══ Exercise materials ══
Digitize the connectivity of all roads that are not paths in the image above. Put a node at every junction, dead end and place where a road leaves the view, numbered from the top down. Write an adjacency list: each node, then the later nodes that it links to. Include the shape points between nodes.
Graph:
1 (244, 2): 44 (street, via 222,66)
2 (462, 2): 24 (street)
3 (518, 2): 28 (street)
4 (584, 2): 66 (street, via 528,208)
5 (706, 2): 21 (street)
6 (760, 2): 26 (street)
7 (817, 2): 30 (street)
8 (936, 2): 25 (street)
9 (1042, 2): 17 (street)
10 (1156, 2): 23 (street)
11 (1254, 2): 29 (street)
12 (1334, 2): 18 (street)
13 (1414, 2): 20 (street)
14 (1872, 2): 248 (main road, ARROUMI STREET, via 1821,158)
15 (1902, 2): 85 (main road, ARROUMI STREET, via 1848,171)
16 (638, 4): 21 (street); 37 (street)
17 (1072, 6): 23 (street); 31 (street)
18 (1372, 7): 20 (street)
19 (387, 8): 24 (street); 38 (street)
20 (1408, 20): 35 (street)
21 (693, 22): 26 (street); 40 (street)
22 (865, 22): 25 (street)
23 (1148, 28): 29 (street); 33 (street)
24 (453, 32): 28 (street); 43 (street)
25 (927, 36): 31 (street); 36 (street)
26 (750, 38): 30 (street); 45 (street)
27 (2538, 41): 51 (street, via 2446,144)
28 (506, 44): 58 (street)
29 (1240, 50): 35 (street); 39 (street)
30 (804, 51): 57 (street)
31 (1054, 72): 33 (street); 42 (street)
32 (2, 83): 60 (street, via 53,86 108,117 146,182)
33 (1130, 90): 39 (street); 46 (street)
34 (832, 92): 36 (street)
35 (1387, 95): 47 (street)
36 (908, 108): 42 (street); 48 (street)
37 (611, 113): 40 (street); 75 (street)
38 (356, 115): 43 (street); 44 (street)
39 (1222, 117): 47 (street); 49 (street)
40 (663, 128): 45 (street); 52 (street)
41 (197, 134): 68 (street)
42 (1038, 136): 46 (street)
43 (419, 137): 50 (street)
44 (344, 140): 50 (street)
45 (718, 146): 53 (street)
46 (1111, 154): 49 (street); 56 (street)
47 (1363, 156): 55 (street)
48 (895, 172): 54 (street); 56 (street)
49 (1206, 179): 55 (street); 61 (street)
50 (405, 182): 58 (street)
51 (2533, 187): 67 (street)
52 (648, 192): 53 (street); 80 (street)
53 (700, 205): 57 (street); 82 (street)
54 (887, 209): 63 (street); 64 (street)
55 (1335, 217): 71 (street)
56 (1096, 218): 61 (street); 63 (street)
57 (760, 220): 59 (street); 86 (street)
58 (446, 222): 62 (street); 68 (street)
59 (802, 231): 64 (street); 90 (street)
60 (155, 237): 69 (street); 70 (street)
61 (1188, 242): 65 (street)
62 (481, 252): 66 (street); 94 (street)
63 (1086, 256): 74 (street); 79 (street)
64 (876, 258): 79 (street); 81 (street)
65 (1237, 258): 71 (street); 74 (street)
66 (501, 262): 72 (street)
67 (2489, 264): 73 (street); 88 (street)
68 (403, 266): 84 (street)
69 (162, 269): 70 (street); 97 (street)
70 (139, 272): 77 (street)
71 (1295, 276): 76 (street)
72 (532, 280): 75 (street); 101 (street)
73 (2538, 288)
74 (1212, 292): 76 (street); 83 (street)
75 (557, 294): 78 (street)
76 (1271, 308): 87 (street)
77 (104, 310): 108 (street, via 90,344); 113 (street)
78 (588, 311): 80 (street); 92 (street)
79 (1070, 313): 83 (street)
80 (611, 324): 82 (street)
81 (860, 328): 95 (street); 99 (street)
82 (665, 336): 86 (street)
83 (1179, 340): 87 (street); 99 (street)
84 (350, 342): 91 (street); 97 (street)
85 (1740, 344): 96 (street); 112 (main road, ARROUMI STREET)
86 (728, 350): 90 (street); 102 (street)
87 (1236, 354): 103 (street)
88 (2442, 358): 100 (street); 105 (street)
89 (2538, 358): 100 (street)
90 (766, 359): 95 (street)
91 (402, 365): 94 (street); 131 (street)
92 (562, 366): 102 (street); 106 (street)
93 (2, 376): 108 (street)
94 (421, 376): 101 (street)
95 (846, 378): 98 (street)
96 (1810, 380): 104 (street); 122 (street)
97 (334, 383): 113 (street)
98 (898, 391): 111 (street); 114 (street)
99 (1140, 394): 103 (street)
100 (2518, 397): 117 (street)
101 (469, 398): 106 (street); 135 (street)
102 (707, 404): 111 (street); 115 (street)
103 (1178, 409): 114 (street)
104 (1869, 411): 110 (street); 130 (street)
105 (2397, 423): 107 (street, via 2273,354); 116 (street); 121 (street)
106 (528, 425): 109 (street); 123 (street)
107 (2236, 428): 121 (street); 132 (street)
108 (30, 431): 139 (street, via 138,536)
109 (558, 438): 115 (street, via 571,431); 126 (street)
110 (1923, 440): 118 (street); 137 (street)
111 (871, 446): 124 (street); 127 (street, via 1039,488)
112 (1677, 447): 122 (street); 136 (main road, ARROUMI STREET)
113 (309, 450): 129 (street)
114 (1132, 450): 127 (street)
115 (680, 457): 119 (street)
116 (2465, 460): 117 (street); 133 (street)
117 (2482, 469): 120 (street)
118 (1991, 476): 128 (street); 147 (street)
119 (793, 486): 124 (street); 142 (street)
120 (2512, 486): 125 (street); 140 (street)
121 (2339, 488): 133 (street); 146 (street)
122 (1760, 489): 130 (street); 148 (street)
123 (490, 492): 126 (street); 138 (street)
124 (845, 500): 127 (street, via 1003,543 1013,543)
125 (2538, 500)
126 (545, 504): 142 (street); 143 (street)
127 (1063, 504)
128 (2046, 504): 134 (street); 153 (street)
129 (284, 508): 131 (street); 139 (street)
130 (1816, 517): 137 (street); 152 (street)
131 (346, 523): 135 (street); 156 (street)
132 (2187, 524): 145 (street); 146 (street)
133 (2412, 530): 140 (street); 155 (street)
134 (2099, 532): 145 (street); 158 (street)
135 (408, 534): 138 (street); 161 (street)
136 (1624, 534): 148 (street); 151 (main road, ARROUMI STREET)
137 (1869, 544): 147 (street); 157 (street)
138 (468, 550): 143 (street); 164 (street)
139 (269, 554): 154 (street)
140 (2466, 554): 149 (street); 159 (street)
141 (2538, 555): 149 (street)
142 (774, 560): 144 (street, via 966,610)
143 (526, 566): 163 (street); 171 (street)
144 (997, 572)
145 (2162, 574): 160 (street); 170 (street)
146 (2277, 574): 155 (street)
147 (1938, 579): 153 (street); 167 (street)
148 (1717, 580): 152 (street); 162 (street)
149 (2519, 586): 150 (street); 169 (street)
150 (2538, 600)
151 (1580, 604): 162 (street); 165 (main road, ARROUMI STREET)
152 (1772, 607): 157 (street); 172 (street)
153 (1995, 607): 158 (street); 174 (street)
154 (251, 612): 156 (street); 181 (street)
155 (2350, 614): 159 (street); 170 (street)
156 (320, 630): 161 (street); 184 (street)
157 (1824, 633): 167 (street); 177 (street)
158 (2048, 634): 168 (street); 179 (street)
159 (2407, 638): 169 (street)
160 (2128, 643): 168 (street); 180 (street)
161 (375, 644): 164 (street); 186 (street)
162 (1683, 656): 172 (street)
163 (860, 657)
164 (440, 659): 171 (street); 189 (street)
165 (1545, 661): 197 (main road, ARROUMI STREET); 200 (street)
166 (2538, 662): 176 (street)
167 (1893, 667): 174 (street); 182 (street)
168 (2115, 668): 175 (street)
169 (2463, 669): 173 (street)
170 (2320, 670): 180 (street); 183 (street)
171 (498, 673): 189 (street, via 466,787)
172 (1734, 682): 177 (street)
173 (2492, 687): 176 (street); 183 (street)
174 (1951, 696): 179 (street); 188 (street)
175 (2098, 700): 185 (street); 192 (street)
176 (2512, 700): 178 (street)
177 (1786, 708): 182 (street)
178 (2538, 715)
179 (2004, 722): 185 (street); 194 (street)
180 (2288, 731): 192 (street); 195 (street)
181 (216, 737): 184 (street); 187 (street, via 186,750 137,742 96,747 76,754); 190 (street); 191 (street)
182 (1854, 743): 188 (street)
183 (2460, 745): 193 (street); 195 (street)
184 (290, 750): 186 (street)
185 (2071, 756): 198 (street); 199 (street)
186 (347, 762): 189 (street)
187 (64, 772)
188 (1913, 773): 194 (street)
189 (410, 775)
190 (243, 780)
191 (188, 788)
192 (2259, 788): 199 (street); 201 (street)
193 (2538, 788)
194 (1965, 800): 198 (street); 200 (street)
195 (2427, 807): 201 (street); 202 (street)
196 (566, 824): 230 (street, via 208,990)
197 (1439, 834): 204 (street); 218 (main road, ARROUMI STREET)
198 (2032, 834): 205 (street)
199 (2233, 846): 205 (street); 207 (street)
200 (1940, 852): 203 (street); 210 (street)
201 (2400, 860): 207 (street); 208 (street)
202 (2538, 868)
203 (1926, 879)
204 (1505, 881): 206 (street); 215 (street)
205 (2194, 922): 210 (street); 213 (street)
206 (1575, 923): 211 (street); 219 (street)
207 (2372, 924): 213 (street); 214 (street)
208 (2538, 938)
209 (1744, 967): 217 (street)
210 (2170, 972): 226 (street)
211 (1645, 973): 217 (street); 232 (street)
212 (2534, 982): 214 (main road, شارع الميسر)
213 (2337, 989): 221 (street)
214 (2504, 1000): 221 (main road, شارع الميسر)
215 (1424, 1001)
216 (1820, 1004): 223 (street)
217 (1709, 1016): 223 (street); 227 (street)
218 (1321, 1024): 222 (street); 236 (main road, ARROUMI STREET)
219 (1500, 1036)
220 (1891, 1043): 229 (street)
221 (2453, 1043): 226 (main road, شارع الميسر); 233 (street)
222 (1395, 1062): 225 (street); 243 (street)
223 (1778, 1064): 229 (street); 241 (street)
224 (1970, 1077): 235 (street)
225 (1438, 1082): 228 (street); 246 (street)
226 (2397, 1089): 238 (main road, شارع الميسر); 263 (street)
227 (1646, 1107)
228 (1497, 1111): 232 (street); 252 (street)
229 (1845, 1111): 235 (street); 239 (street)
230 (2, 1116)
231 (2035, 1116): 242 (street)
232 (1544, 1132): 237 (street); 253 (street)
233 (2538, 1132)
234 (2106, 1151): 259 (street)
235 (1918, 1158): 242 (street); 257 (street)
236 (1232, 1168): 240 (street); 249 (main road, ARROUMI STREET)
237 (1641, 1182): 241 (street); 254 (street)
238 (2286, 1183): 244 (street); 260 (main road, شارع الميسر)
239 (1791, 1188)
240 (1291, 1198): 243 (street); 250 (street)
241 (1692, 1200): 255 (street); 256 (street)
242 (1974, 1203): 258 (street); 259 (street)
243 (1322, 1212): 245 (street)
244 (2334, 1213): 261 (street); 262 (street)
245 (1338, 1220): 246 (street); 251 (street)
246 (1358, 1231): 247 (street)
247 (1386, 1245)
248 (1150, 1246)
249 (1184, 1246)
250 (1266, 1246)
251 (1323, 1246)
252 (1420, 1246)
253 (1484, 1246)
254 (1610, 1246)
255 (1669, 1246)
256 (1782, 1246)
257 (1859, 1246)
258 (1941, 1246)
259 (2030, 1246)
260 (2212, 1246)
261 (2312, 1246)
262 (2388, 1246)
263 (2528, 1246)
═══
#### Goal of the exercise
Please return all lines above in which the string "شارع" is found.

#### Response below
212 (2534, 982): 214 (main road, شارع الميسر)
214 (2504, 1000): 221 (main road, شارع الميسر)
221 (2453, 1043): 226 (main road, شارع الميسر); 233 (street)
226 (2397, 1089): 238 (main road, شارع الميسر); 263 (street)
238 (2286, 1183): 244 (street); 260 (main road, شارع الميسر)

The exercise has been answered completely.